TASK STATEMENT – Write out the listing exactly as it is given.
── STORED DATA ──
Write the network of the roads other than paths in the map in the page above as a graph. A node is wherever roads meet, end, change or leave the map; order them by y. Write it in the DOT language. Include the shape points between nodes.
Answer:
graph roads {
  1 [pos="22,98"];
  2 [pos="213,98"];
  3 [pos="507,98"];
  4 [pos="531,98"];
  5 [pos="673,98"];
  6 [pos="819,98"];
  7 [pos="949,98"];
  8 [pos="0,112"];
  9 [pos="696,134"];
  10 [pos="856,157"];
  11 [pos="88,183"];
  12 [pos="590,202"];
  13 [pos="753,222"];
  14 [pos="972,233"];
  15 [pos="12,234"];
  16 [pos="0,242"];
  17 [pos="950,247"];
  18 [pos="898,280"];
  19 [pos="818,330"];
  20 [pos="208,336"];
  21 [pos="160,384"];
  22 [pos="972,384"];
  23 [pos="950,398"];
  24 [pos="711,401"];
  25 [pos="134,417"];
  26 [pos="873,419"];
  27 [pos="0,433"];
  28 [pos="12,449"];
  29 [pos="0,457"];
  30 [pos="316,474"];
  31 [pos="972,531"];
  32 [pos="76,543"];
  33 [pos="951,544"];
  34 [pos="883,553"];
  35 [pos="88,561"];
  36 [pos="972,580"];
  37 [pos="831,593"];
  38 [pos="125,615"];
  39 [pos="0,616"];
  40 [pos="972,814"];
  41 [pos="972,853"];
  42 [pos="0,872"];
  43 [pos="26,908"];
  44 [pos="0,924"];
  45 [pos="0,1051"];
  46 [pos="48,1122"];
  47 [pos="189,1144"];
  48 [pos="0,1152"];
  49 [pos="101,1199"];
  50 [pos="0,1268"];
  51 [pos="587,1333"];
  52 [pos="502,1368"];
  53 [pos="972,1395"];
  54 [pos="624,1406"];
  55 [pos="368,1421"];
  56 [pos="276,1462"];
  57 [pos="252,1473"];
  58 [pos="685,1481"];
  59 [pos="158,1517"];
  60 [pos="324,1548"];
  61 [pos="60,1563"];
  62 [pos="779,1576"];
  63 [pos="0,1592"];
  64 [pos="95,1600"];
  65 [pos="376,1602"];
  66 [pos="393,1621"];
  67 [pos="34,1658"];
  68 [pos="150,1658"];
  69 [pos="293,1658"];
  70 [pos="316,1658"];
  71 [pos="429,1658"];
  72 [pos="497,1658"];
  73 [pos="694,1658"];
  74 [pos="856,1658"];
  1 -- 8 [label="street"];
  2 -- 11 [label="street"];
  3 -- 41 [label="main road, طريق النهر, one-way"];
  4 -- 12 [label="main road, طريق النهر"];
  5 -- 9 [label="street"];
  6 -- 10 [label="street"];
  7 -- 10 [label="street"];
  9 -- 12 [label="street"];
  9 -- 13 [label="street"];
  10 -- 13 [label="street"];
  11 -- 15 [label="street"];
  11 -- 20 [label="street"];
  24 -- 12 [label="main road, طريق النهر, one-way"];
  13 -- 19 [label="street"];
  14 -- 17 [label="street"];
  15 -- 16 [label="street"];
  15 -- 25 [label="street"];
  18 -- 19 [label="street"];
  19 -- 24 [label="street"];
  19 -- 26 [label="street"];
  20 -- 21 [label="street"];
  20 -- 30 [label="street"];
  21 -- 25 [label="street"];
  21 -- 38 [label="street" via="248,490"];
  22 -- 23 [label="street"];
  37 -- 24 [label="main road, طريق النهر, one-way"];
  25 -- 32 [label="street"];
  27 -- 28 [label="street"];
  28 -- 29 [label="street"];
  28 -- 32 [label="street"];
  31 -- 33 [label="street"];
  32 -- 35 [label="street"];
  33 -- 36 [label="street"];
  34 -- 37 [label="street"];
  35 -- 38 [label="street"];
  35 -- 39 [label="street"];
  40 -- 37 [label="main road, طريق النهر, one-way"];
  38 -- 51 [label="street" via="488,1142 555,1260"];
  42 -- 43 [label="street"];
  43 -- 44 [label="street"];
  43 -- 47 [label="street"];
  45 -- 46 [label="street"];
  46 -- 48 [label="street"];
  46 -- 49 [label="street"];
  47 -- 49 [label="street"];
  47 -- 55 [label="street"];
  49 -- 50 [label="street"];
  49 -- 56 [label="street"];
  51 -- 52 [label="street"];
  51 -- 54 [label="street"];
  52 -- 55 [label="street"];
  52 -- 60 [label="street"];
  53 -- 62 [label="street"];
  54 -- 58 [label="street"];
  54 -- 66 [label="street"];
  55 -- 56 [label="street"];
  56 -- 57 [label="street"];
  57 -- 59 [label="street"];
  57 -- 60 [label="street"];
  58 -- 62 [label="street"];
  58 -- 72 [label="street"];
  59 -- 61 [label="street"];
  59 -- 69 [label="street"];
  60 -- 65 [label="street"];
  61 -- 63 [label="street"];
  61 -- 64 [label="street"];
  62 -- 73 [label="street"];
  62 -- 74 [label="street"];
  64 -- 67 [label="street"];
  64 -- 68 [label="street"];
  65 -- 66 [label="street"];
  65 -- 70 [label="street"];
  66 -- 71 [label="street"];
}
───
ANSWER TO THE PROBLEM –
Write the network of the roads other than paths in the map in the page above as a graph. A node is wherever roads meet, end, change or leave the map; order them by y. Write it in the DOT language. Include the shape points between nodes.
Answer:
graph roads {
  1 [pos="22,98"];
  2 [pos="213,98"];
  3 [pos="507,98"];
  4 [pos="531,98"];
  5 [pos="673,98"];
  6 [pos="819,98"];
  7 [pos="949,98"];
  8 [pos="0,112"];
  9 [pos="696,134"];
  10 [pos="856,157"];
  11 [pos="88,183"];
  12 [pos="590,202"];
  13 [pos="753,222"];
  14 [pos="972,233"];
  15 [pos="12,234"];
  16 [pos="0,242"];
  17 [pos="950,247"];
  18 [pos="898,280"];
  19 [pos="818,330"];
  20 [pos="208,336"];
  21 [pos="160,384"];
  22 [pos="972,384"];
  23 [pos="950,398"];
  24 [pos="711,401"];
  25 [pos="134,417"];
  26 [pos="873,419"];
  27 [pos="0,433"];
  28 [pos="12,449"];
  29 [pos="0,457"];
  30 [pos="316,474"];
  31 [pos="972,531"];
  32 [pos="76,543"];
  33 [pos="951,544"];
  34 [pos="883,553"];
  35 [pos="88,561"];
  36 [pos="972,580"];
  37 [pos="831,593"];
  38 [pos="125,615"];
  39 [pos="0,616"];
  40 [pos="972,814"];
  41 [pos="972,853"];
  42 [pos="0,872"];
  43 [pos="26,908"];
  44 [pos="0,924"];
  45 [pos="0,1051"];
  46 [pos="48,1122"];
  47 [pos="189,1144"];
  48 [pos="0,1152"];
  49 [pos="101,1199"];
  50 [pos="0,1268"];
  51 [pos="587,1333"];
  52 [pos="502,1368"];
  53 [pos="972,1395"];
  54 [pos="624,1406"];
  55 [pos="368,1421"];
  56 [pos="276,1462"];
  57 [pos="252,1473"];
  58 [pos="685,1481"];
  59 [pos="158,1517"];
  60 [pos="324,1548"];
  61 [pos="60,1563"];
  62 [pos="779,1576"];
  63 [pos="0,1592"];
  64 [pos="95,1600"];
  65 [pos="376,1602"];
  66 [pos="393,1621"];
  67 [pos="34,1658"];
  68 [pos="150,1658"];
  69 [pos="293,1658"];
  70 [pos="316,1658"];
  71 [pos="429,1658"];
  72 [pos="497,1658"];
  73 [pos="694,1658"];
  74 [pos="856,1658"];
  1 -- 8 [label="street"];
  2 -- 11 [label="street"];
  3 -- 41 [label="main road, طريق النهر, one-way"];
  4 -- 12 [label="main road, طريق النهر"];
  5 -- 9 [label="street"];
  6 -- 10 [label="street"];
  7 -- 10 [label="street"];
  9 -- 12 [label="street"];
  9 -- 13 [label="street"];
  10 -- 13 [label="street"];
  11 -- 15 [label="street"];
  11 -- 20 [label="street"];
  24 -- 12 [label="main road, طريق النهر, one-way"];
  13 -- 19 [label="street"];
  14 -- 17 [label="street"];
  15 -- 16 [label="street"];
  15 -- 25 [label="street"];
  18 -- 19 [label="street"];
  19 -- 24 [label="street"];
  19 -- 26 [label="street"];
  20 -- 21 [label="street"];
  20 -- 30 [label="street"];
  21 -- 25 [label="street"];
  21 -- 38 [label="street" via="248,490"];
  22 -- 23 [label="street"];
  37 -- 24 [label="main road, طريق النهر, one-way"];
  25 -- 32 [label="street"];
  27 -- 28 [label="street"];
  28 -- 29 [label="street"];
  28 -- 32 [label="street"];
  31 -- 33 [label="street"];
  32 -- 35 [label="street"];
  33 -- 36 [label="street"];
  34 -- 37 [label="street"];
  35 -- 38 [label="street"];
  35 -- 39 [label="street"];
  40 -- 37 [label="main road, طريق النهر, one-way"];
  38 -- 51 [label="street" via="488,1142 555,1260"];
  42 -- 43 [label="street"];
  43 -- 44 [label="street"];
  43 -- 47 [label="street"];
  45 -- 46 [label="street"];
  46 -- 48 [label="street"];
  46 -- 49 [label="street"];
  47 -- 49 [label="street"];
  47 -- 55 [label="street"];
  49 -- 50 [label="street"];
  49 -- 56 [label="street"];
  51 -- 52 [label="street"];
  51 -- 54 [label="street"];
  52 -- 55 [label="street"];
  52 -- 60 [label="street"];
  53 -- 62 [label="street"];
  54 -- 58 [label="street"];
  54 -- 66 [label="street"];
  55 -- 56 [label="street"];
  56 -- 57 [label="street"];
  57 -- 59 [label="street"];
  57 -- 60 [label="street"];
  58 -- 62 [label="street"];
  58 -- 72 [label="street"];
  59 -- 61 [label="street"];
  59 -- 69 [label="street"];
  60 -- 65 [label="street"];
  61 -- 63 [label="street"];
  61 -- 64 [label="street"];
  62 -- 73 [label="street"];
  62 -- 74 [label="street"];
  64 -- 67 [label="street"];
  64 -- 68 [label="street"];
  65 -- 66 [label="street"];
  65 -- 70 [label="street"];
  66 -- 71 [label="street"];
}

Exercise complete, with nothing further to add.